_DATA SUPPLIED_

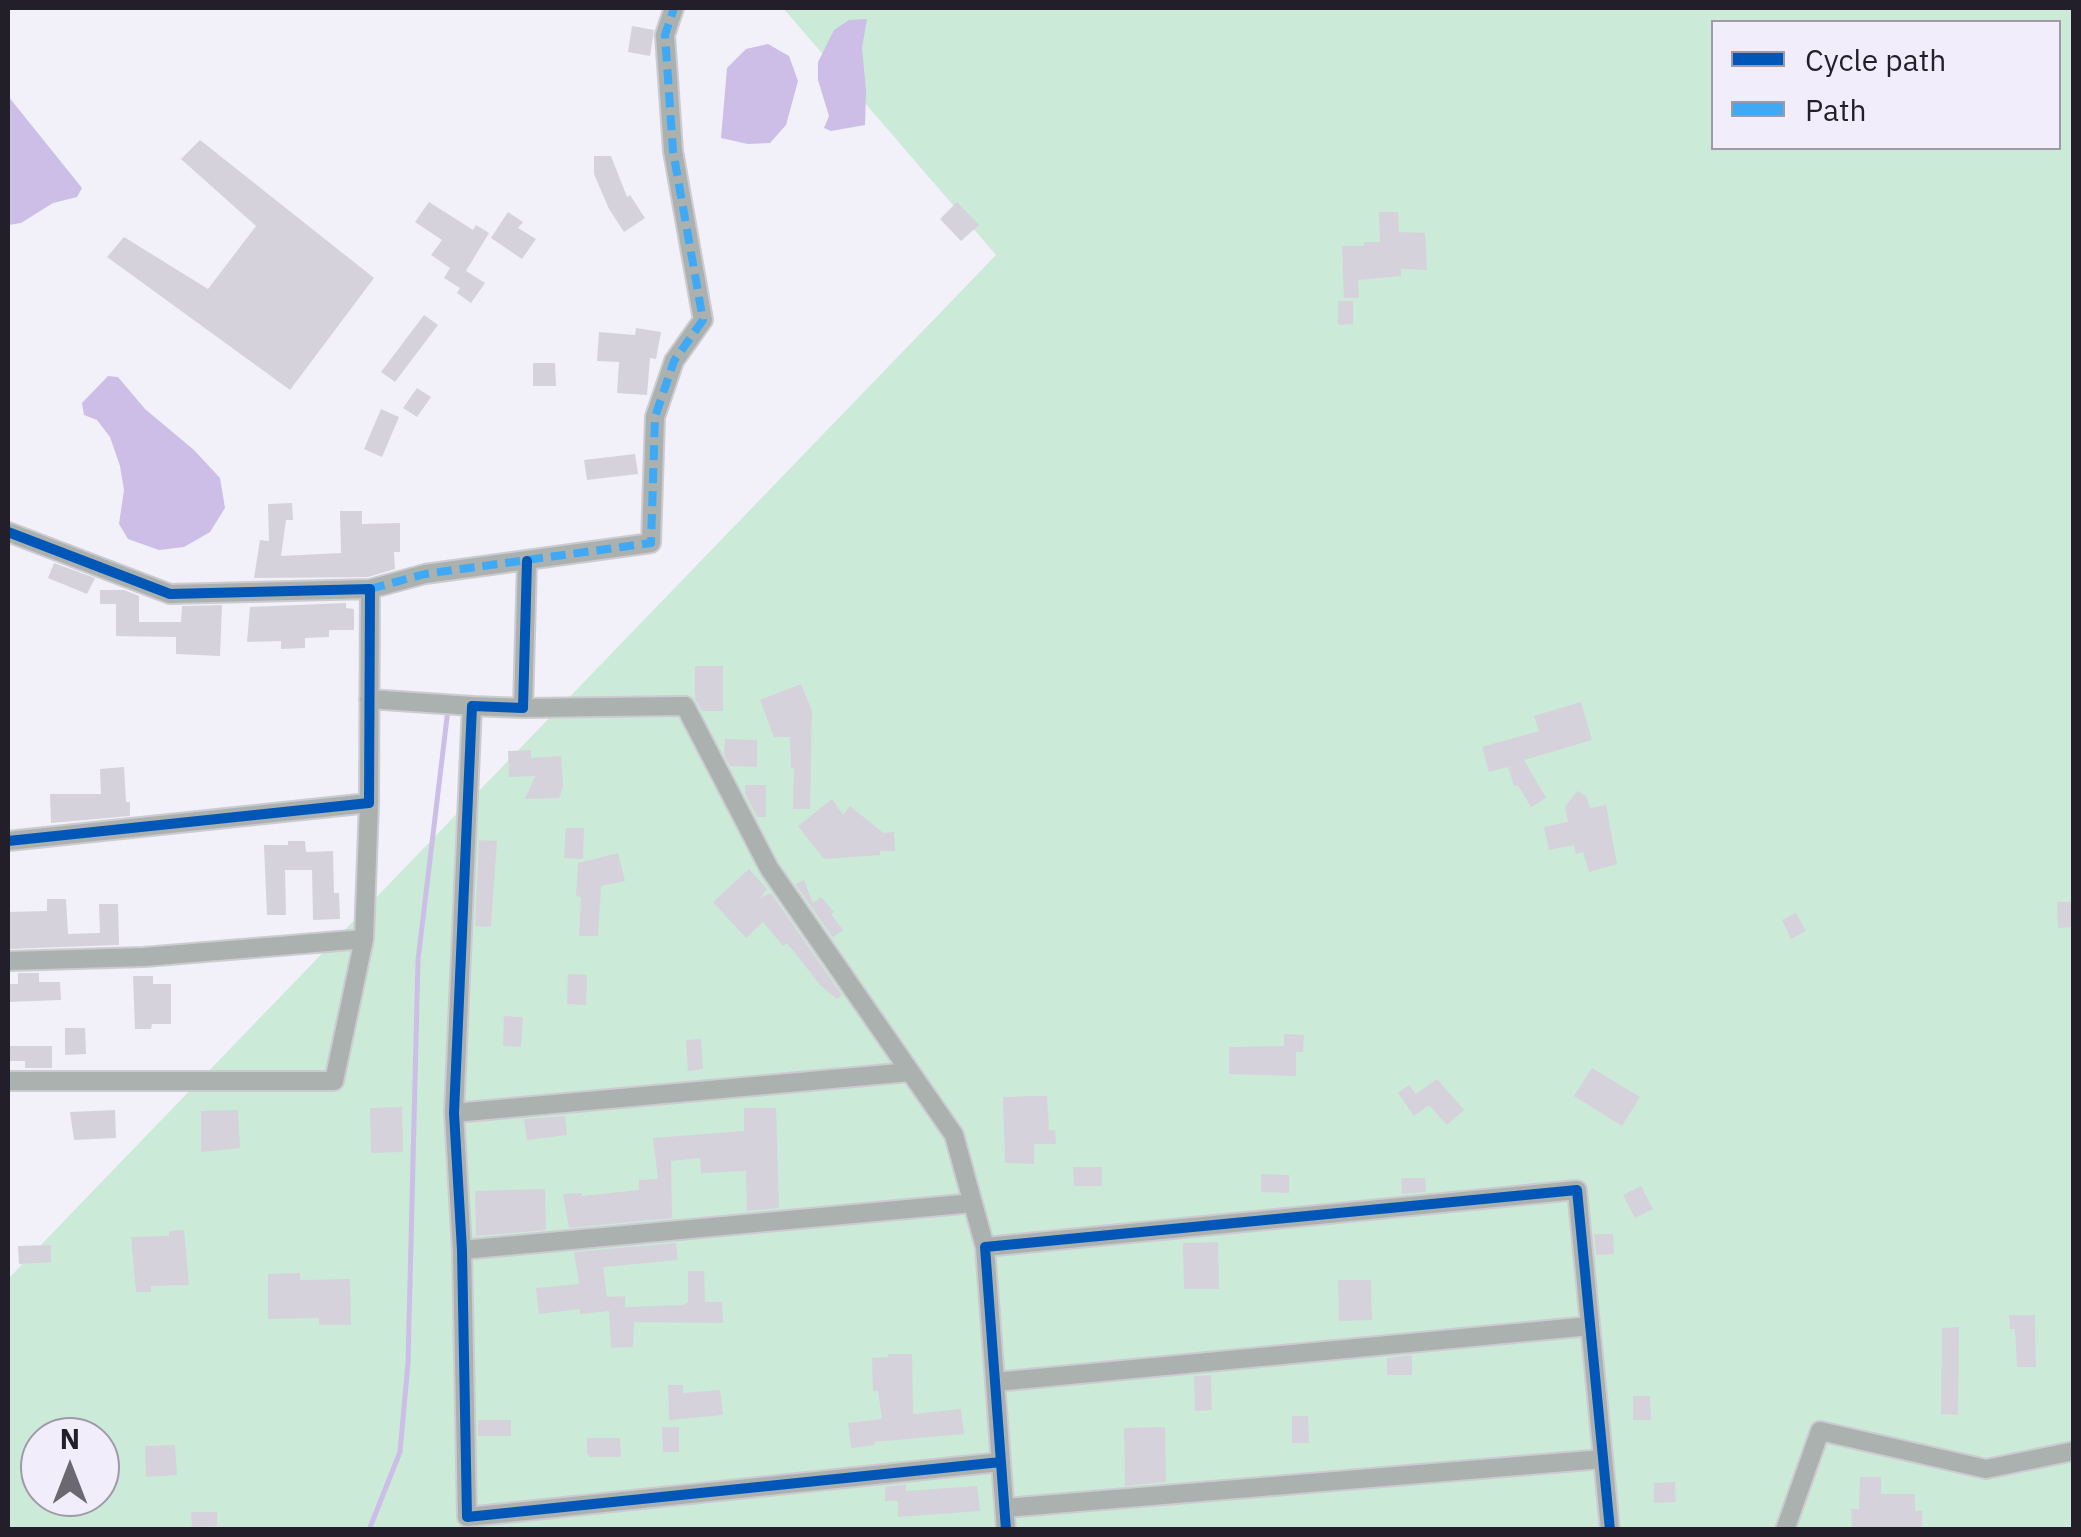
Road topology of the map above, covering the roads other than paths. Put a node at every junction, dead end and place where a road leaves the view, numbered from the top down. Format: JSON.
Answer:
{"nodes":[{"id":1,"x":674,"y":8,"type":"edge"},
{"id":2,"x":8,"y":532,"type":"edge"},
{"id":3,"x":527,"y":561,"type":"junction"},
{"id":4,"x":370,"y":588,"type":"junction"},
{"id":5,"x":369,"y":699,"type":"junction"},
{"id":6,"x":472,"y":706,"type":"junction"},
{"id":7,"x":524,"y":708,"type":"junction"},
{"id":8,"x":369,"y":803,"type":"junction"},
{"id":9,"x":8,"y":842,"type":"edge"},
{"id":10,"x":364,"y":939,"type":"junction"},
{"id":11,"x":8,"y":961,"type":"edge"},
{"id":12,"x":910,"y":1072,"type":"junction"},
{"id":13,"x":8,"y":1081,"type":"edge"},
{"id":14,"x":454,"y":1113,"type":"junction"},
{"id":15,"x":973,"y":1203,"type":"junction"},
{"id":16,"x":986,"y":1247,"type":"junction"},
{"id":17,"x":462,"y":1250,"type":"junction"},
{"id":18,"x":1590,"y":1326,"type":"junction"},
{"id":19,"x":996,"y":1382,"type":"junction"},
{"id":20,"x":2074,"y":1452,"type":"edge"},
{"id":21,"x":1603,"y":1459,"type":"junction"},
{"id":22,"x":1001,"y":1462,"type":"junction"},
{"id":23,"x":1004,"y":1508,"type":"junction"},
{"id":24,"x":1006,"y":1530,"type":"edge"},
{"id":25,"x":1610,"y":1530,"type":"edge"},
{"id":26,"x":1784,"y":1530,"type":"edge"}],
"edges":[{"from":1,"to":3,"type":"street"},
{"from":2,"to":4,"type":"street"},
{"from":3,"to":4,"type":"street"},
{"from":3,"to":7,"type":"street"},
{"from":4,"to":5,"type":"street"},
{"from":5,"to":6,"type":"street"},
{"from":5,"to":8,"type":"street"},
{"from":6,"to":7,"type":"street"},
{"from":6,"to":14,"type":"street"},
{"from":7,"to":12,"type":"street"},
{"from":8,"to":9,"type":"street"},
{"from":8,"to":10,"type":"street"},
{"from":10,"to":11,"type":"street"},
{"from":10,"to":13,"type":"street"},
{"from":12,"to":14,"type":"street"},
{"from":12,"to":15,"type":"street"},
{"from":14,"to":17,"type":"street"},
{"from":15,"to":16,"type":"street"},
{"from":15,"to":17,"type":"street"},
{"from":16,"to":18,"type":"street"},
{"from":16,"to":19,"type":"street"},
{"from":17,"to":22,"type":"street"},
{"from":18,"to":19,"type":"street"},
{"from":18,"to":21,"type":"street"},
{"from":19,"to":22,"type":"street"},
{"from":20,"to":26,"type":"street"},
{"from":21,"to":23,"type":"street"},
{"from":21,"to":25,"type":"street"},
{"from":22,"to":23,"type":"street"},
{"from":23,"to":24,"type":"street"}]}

_PROBLEM TO SOLVE_
Retype all the entries word for word; the pictures stay out.

_TASK RESPONSE_
Road topology of the map above, covering the roads other than paths. Put a node at every junction, dead end and place where a road leaves the view, numbered from the top down. Format: JSON.
Answer:
{"nodes":[{"id":1,"x":674,"y":8,"type":"edge"},
{"id":2,"x":8,"y":532,"type":"edge"},
{"id":3,"x":527,"y":561,"type":"junction"},
{"id":4,"x":370,"y":588,"type":"junction"},
{"id":5,"x":369,"y":699,"type":"junction"},
{"id":6,"x":472,"y":706,"type":"junction"},
{"id":7,"x":524,"y":708,"type":"junction"},
{"id":8,"x":369,"y":803,"type":"junction"},
{"id":9,"x":8,"y":842,"type":"edge"},
{"id":10,"x":364,"y":939,"type":"junction"},
{"id":11,"x":8,"y":961,"type":"edge"},
{"id":12,"x":910,"y":1072,"type":"junction"},
{"id":13,"x":8,"y":1081,"type":"edge"},
{"id":14,"x":454,"y":1113,"type":"junction"},
{"id":15,"x":973,"y":1203,"type":"junction"},
{"id":16,"x":986,"y":1247,"type":"junction"},
{"id":17,"x":462,"y":1250,"type":"junction"},
{"id":18,"x":1590,"y":1326,"type":"junction"},
{"id":19,"x":996,"y":1382,"type":"junction"},
{"id":20,"x":2074,"y":1452,"type":"edge"},
{"id":21,"x":1603,"y":1459,"type":"junction"},
{"id":22,"x":1001,"y":1462,"type":"junction"},
{"id":23,"x":1004,"y":1508,"type":"junction"},
{"id":24,"x":1006,"y":1530,"type":"edge"},
{"id":25,"x":1610,"y":1530,"type":"edge"},
{"id":26,"x":1784,"y":1530,"type":"edge"}],
"edges":[{"from":1,"to":3,"type":"street"},
{"from":2,"to":4,"type":"street"},
{"from":3,"to":4,"type":"street"},
{"from":3,"to":7,"type":"street"},
{"from":4,"to":5,"type":"street"},
{"from":5,"to":6,"type":"street"},
{"from":5,"to":8,"type":"street"},
{"from":6,"to":7,"type":"street"},
{"from":6,"to":14,"type":"street"},
{"from":7,"to":12,"type":"street"},
{"from":8,"to":9,"type":"street"},
{"from":8,"to":10,"type":"street"},
{"from":10,"to":11,"type":"street"},
{"from":10,"to":13,"type":"street"},
{"from":12,"to":14,"type":"street"},
{"from":12,"to":15,"type":"street"},
{"from":14,"to":17,"type":"street"},
{"from":15,"to":16,"type":"street"},
{"from":15,"to":17,"type":"street"},
{"from":16,"to":18,"type":"street"},
{"from":16,"to":19,"type":"street"},
{"from":17,"to":22,"type":"street"},
{"from":18,"to":19,"type":"street"},
{"from":18,"to":21,"type":"street"},
{"from":19,"to":22,"type":"street"},
{"from":20,"to":26,"type":"street"},
{"from":21,"to":23,"type":"street"},
{"from":21,"to":25,"type":"street"},
{"from":22,"to":23,"type":"street"},
{"from":23,"to":24,"type":"street"}]}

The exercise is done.